### The task
Please repeat exactly the lines below from the one containing "thumb ip: (548, 653)" down to the one containing "index pip: (668, 509)", both included, and nothing else.

### Input records
- - - - -
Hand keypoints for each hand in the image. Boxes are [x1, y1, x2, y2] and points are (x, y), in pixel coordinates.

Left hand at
- - - - -
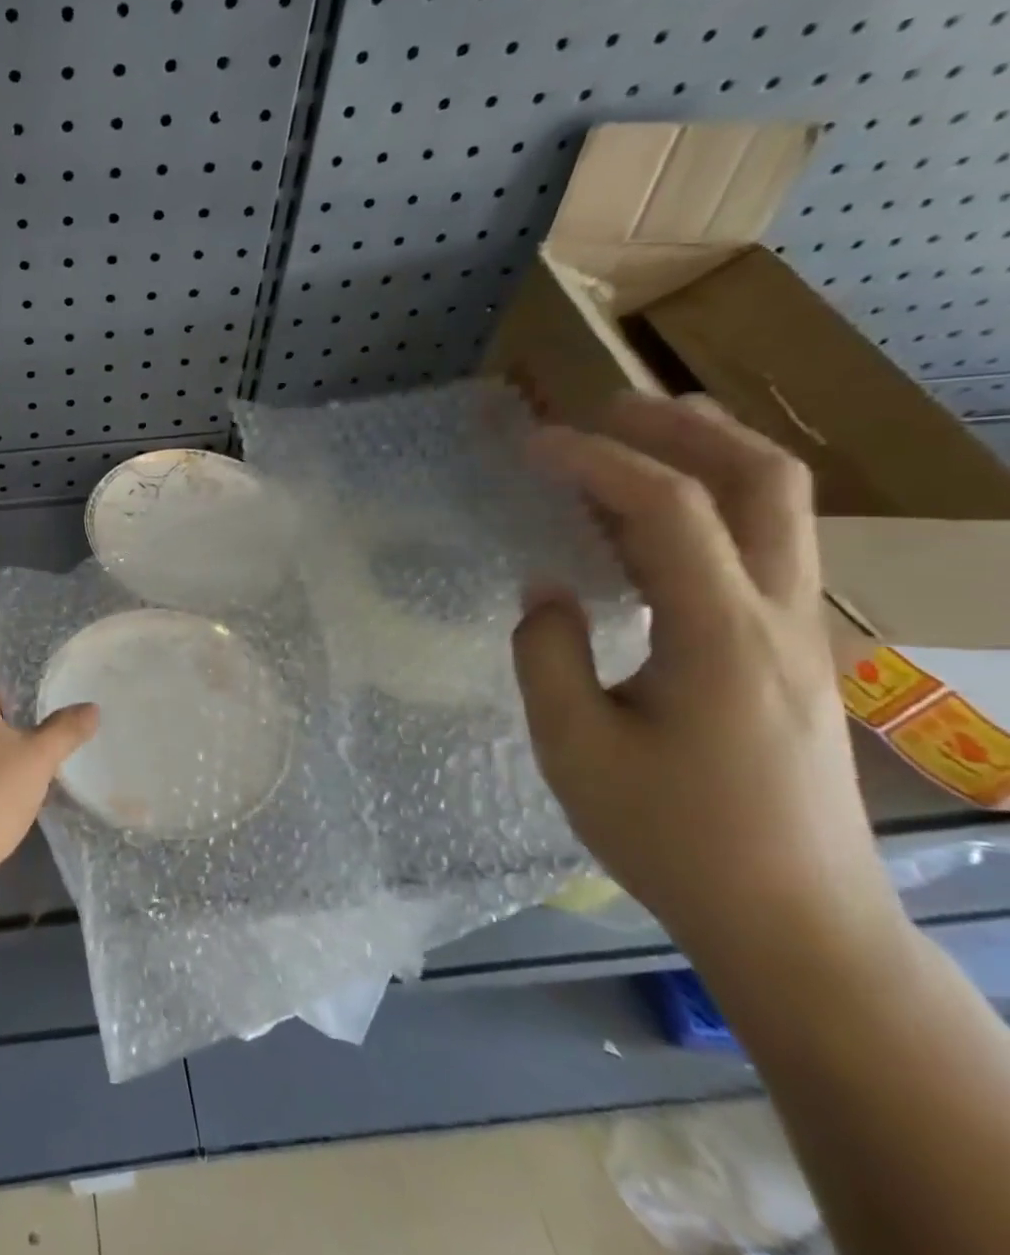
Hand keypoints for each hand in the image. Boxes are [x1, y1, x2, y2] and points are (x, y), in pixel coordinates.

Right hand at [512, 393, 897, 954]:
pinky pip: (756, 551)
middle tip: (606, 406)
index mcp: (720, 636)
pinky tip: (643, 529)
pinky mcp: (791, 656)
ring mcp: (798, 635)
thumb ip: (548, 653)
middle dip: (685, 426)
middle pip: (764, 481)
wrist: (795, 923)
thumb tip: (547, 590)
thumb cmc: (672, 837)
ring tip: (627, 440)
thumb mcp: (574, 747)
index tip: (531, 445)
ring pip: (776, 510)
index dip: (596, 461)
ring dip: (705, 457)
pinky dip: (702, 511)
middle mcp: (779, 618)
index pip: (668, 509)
- - - - -
### Response area
thumb ip: (548, 653)
middle dip: (685, 426)
middle pip: (764, 481)
wrist: (795, 923)
thumb tip: (547, 590)
thumb cmc: (672, 837)
ring tip: (627, 440)
thumb mcp: (574, 747)
index tip: (531, 445)
ring pip: (776, 510)
index dip: (596, 461)
ring dip: (705, 457)
pinky dip: (702, 511)
middle mcp: (779, 618)
index pip: (668, 509)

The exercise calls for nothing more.